3 Pediatric Oncology Research, Pediatric Department, University Hospital CHUV, Lausanne, Switzerland

4 Service d’anatomie pathologique, Hôpital Robert Debré, Paris, France

5 Pediatric Pathology, Pathology Department, University Hospital CHUV, Lausanne, Switzerland

6 INSERM U830, Institut Curie, Centre de Recherche, Paris, France

7 Cell and Developmental Biology, Institute of Anatomy, University of Zürich, Zürich, Switzerland

Correspondence:

Annick Mühlethaler-Mottet, email:

Keywords: ALK, neuroblastoma, Myc, tumorigenesis, differentiation

Received: April 24, 2014 Accepted: May 27, 2014 Published: May 27, 2014

Abstract

The anaplastic lymphoma kinase (ALK) gene is overexpressed, mutated or amplified in most neuroblastoma (NB), a pediatric neural crest-derived embryonal tumor. The two most frequent mutations, ALK-F1174L and ALK-R1275Q, contribute to NB tumorigenesis in mouse models, and cooperate with MYCN in the oncogenic process. However, the precise role of activating ALK mutations or ALK-wt overexpression in NB tumor initiation needs further clarification.

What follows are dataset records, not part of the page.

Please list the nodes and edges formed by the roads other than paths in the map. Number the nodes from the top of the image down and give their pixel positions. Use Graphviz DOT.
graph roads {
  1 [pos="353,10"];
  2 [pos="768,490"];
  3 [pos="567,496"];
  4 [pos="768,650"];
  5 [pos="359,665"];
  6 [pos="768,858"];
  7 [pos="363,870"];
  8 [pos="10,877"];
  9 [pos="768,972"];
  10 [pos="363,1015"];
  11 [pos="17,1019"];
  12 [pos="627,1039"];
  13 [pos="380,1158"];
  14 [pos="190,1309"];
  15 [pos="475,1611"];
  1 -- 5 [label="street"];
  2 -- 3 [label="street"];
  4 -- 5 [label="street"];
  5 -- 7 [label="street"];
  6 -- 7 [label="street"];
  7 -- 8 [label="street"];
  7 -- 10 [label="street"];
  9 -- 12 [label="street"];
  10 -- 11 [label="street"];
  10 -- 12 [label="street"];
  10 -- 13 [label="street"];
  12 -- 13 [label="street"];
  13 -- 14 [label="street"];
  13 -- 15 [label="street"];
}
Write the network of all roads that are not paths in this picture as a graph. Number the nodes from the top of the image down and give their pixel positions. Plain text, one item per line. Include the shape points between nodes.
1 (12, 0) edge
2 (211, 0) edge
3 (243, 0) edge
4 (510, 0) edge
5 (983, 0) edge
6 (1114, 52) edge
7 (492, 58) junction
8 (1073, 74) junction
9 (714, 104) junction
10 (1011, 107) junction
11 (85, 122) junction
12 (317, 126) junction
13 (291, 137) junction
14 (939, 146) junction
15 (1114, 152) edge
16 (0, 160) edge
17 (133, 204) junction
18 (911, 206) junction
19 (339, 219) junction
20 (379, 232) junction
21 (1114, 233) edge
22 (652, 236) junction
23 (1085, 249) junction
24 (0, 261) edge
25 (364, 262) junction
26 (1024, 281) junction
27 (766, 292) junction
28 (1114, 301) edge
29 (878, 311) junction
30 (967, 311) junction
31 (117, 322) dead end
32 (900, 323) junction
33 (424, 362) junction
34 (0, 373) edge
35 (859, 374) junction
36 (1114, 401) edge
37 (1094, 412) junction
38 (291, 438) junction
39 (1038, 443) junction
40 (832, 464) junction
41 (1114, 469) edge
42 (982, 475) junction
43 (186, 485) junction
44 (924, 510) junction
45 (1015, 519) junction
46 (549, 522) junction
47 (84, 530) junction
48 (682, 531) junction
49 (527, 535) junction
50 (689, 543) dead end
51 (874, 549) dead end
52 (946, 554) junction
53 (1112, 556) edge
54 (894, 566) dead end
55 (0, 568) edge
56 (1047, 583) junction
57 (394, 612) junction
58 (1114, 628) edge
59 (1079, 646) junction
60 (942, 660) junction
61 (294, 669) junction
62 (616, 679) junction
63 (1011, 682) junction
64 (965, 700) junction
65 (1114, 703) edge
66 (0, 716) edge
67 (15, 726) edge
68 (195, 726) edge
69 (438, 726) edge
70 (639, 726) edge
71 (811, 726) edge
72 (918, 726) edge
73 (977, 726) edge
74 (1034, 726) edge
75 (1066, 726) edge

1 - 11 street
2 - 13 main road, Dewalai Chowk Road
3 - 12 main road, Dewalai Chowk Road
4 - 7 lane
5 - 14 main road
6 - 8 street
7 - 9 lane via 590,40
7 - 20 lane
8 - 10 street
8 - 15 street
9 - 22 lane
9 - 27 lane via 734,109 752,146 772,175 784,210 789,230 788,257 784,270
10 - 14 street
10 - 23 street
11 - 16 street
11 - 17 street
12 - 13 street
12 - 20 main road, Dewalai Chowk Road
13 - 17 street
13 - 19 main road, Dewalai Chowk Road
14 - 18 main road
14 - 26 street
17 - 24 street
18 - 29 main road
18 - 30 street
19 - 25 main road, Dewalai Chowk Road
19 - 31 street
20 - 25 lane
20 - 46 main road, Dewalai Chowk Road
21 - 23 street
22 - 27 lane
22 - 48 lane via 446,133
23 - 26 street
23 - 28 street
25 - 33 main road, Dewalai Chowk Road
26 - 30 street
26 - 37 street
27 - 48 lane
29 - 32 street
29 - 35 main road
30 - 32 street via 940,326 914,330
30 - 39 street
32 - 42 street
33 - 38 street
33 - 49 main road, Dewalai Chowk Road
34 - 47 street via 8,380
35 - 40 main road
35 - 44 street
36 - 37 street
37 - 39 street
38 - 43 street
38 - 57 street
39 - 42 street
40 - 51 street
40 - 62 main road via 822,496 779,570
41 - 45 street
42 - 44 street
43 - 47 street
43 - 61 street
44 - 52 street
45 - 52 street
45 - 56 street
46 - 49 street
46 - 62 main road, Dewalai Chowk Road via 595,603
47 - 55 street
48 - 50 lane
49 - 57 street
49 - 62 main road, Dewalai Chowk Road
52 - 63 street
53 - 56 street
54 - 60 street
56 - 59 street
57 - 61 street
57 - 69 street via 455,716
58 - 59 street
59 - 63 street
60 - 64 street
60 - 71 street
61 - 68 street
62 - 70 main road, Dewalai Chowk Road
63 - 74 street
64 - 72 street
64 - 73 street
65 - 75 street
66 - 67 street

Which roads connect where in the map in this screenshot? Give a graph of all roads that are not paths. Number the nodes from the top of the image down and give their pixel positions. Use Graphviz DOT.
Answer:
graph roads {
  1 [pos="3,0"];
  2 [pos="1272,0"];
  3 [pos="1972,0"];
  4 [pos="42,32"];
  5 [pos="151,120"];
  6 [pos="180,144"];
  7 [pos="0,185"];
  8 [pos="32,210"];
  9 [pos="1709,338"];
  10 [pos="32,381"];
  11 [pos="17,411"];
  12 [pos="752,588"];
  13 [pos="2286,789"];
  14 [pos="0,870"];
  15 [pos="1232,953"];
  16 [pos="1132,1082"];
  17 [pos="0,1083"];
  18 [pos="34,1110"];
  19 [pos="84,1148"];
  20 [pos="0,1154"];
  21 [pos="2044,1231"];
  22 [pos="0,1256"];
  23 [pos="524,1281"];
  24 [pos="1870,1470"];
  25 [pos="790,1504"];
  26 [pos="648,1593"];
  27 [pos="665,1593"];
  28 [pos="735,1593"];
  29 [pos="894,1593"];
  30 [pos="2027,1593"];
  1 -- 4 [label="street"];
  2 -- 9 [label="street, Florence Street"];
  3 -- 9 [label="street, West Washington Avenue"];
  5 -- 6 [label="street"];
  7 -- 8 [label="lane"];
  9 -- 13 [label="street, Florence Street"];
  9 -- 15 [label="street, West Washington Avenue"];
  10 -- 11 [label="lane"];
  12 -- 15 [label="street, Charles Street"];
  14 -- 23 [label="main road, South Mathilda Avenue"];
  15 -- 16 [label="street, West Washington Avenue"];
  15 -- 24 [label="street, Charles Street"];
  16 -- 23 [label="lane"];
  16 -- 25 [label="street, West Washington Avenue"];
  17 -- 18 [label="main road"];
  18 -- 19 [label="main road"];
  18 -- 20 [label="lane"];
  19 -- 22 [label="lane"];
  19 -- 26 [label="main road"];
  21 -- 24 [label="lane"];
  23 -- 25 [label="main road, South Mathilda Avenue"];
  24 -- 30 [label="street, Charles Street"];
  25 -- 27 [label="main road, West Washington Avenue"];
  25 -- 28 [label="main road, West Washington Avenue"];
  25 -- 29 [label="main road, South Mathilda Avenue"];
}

Human ALK-wt, ALK-F1174L, or ALK-R1275Q were stably expressed in murine neural crest progenitor cells (NCPC), MONC-1 or JoMa1, immortalized with v-Myc or Tamoxifen-inducible Myc-ERT, respectively. While orthotopic implantations of MONC-1 parental cells in nude mice generated various tumor types, such as NB, osteo/chondrosarcoma, and undifferentiated tumors, due to v-Myc oncogenic activity, MONC-1-ALK-F1174L cells only produced undifferentiated tumors. Furthermore, our data represent the first demonstration of ALK-wt transforming capacity, as ALK-wt expression in JoMa1 cells, likewise ALK-F1174L, or ALK-R1275Q, in absence of exogenous Myc-ERT activity, was sufficient to induce the formation of aggressive and undifferentiated neural crest cell-derived tumors, but not to drive NB development. Interestingly, JoMa1-ALK tumors and their derived cell lines upregulated Myc endogenous expression, resulting from ALK activation, and both ALK and Myc activities were necessary to confer tumorigenic properties on tumor-derived JoMa1 cells in vitro.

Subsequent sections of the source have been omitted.